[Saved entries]
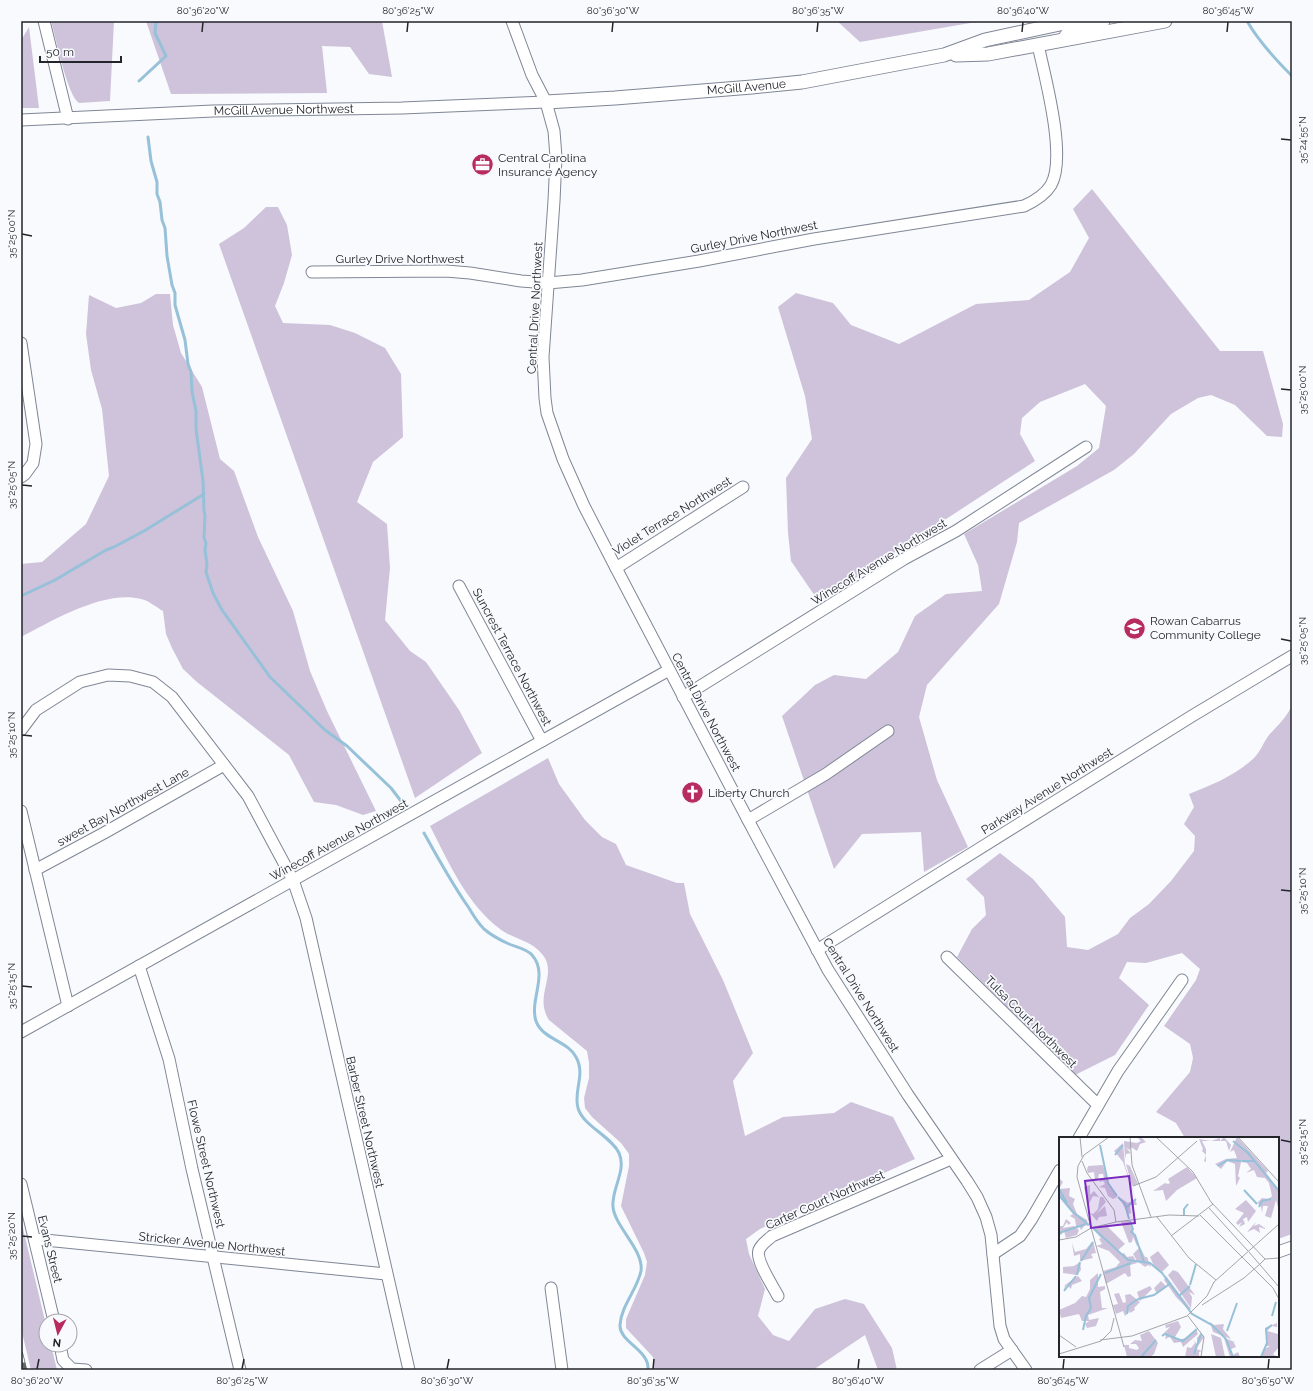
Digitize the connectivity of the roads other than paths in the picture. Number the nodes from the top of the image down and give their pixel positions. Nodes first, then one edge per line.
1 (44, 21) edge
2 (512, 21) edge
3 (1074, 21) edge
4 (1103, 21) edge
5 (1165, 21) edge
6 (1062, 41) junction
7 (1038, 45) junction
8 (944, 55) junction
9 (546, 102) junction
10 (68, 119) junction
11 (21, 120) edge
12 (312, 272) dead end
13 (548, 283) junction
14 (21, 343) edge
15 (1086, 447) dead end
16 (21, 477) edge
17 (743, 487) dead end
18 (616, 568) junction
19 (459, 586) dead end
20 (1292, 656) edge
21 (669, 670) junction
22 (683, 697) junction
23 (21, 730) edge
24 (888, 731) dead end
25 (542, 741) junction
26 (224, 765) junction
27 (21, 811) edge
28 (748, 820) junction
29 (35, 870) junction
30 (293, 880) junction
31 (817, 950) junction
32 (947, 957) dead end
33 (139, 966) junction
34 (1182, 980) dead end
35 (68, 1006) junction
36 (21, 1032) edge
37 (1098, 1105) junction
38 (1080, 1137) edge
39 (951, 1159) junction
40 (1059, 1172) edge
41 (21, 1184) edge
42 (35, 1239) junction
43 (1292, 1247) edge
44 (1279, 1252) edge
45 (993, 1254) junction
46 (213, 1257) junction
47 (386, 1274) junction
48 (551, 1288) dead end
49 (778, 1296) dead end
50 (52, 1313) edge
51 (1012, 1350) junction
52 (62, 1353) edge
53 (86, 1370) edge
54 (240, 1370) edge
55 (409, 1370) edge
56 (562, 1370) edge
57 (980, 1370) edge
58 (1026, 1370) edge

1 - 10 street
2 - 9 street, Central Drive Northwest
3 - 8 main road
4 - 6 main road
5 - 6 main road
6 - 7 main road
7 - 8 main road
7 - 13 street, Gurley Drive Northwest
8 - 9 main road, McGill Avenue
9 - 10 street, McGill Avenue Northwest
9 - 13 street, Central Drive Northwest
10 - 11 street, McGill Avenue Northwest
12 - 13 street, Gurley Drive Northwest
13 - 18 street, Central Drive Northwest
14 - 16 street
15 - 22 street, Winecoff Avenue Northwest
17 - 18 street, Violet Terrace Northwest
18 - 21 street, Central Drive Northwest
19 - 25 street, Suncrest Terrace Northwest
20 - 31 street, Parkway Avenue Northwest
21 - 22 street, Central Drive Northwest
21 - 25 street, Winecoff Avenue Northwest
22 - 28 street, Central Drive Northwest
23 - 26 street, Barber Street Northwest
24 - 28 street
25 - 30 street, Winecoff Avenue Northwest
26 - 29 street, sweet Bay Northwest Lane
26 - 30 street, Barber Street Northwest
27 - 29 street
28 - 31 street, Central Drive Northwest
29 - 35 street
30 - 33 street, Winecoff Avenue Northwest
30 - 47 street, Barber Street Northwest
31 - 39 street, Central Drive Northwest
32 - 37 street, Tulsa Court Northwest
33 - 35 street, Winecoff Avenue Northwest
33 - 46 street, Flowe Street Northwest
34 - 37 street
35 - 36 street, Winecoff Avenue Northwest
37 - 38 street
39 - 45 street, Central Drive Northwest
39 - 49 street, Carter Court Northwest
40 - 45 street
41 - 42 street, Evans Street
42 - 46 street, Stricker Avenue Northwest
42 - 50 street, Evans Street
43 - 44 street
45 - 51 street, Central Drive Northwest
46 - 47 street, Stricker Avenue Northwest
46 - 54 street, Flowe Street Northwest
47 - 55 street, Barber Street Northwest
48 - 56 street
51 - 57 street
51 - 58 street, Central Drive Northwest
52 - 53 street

- _HOW TO COMPLETE THIS TASK_:
Reproduce the records above word for word, without the images.

- _ANSWER SPACE_:
Digitize the connectivity of the roads other than paths in the picture. Number the nodes from the top of the image down and give their pixel positions. Nodes first, then one edge per line.
1 (44, 21) edge
2 (512, 21) edge
3 (1074, 21) edge
4 (1103, 21) edge
5 (1165, 21) edge
6 (1062, 41) junction
7 (1038, 45) junction
8 (944, 55) junction
9 (546, 102) junction
10 (68, 119) junction
11 (21, 120) edge
12 (312, 272) dead end
13 (548, 283) junction
14 (21, 343) edge
15 (1086, 447) dead end
16 (21, 477) edge
17 (743, 487) dead end
18 (616, 568) junction
19 (459, 586) dead end
20 (1292, 656) edge
21 (669, 670) junction
22 (683, 697) junction
23 (21, 730) edge
24 (888, 731) dead end
25 (542, 741) junction
26 (224, 765) junction
27 (21, 811) edge
28 (748, 820) junction
29 (35, 870) junction
30 (293, 880) junction
31 (817, 950) junction
32 (947, 957) dead end
33 (139, 966) junction
34 (1182, 980) dead end
35 (68, 1006) junction
36 (21, 1032) edge
37 (1098, 1105) junction
38 (1080, 1137) edge
39 (951, 1159) junction
40 (1059, 1172) edge
41 (21, 1184) edge
42 (35, 1239) junction
43 (1292, 1247) edge
44 (1279, 1252) edge
45 (993, 1254) junction
46 (213, 1257) junction
47 (386, 1274) junction
48 (551, 1288) dead end
49 (778, 1296) dead end
50 (52, 1313) edge
51 (1012, 1350) junction
52 (62, 1353) edge
53 (86, 1370) edge
54 (240, 1370) edge
55 (409, 1370) edge
56 (562, 1370) edge
57 (980, 1370) edge
58 (1026, 1370) edge

1 - 10 street
2 - 9 street, Central Drive Northwest
3 - 8 main road
4 - 6 main road
5 - 6 main road
6 - 7 main road
7 - 8 main road
7 - 13 street, Gurley Drive Northwest
8 - 9 main road, McGill Avenue
9 - 10 street, McGill Avenue Northwest
9 - 13 street, Central Drive Northwest
10 - 11 street, McGill Avenue Northwest
12 - 13 street, Gurley Drive Northwest
13 - 18 street, Central Drive Northwest
14 - 16 street
15 - 22 street, Winecoff Avenue Northwest
17 - 18 street, Violet Terrace Northwest
18 - 21 street, Central Drive Northwest
19 - 25 street, Suncrest Terrace Northwest
20 - 31 street, Parkway Avenue Northwest
21 - 22 street, Central Drive Northwest
21 - 25 street, Winecoff Avenue Northwest
22 - 28 street, Central Drive Northwest
23 - 26 street, Barber Street Northwest
24 - 28 street
25 - 30 street, Winecoff Avenue Northwest
26 - 29 street, sweet Bay Northwest Lane
26 - 30 street, Barber Street Northwest
27 - 29 street
28 - 31 street, Central Drive Northwest
29 - 35 street
30 - 33 street, Winecoff Avenue Northwest
30 - 47 street, Barber Street Northwest
31 - 39 street, Central Drive Northwest
32 - 37 street, Tulsa Court Northwest
33 - 35 street, Winecoff Avenue Northwest
33 - 46 street, Flowe Street Northwest
34 - 37 street
35 - 36 street, Winecoff Avenue Northwest
37 - 38 street
39 - 45 street, Central Drive Northwest
39 - 49 street, Carter Court Northwest
40 - 45 street
41 - 42 street, Evans Street
42 - 46 street, Stricker Avenue Northwest
42 - 50 street, Evans Street
43 - 44 street
45 - 51 street, Central Drive Northwest
46 - 47 street, Stricker Avenue Northwest
46 - 54 street, Flowe Street Northwest
47 - 55 street, Barber Street Northwest
48 - 56 street
51 - 57 street
51 - 58 street, Central Drive Northwest
52 - 53 street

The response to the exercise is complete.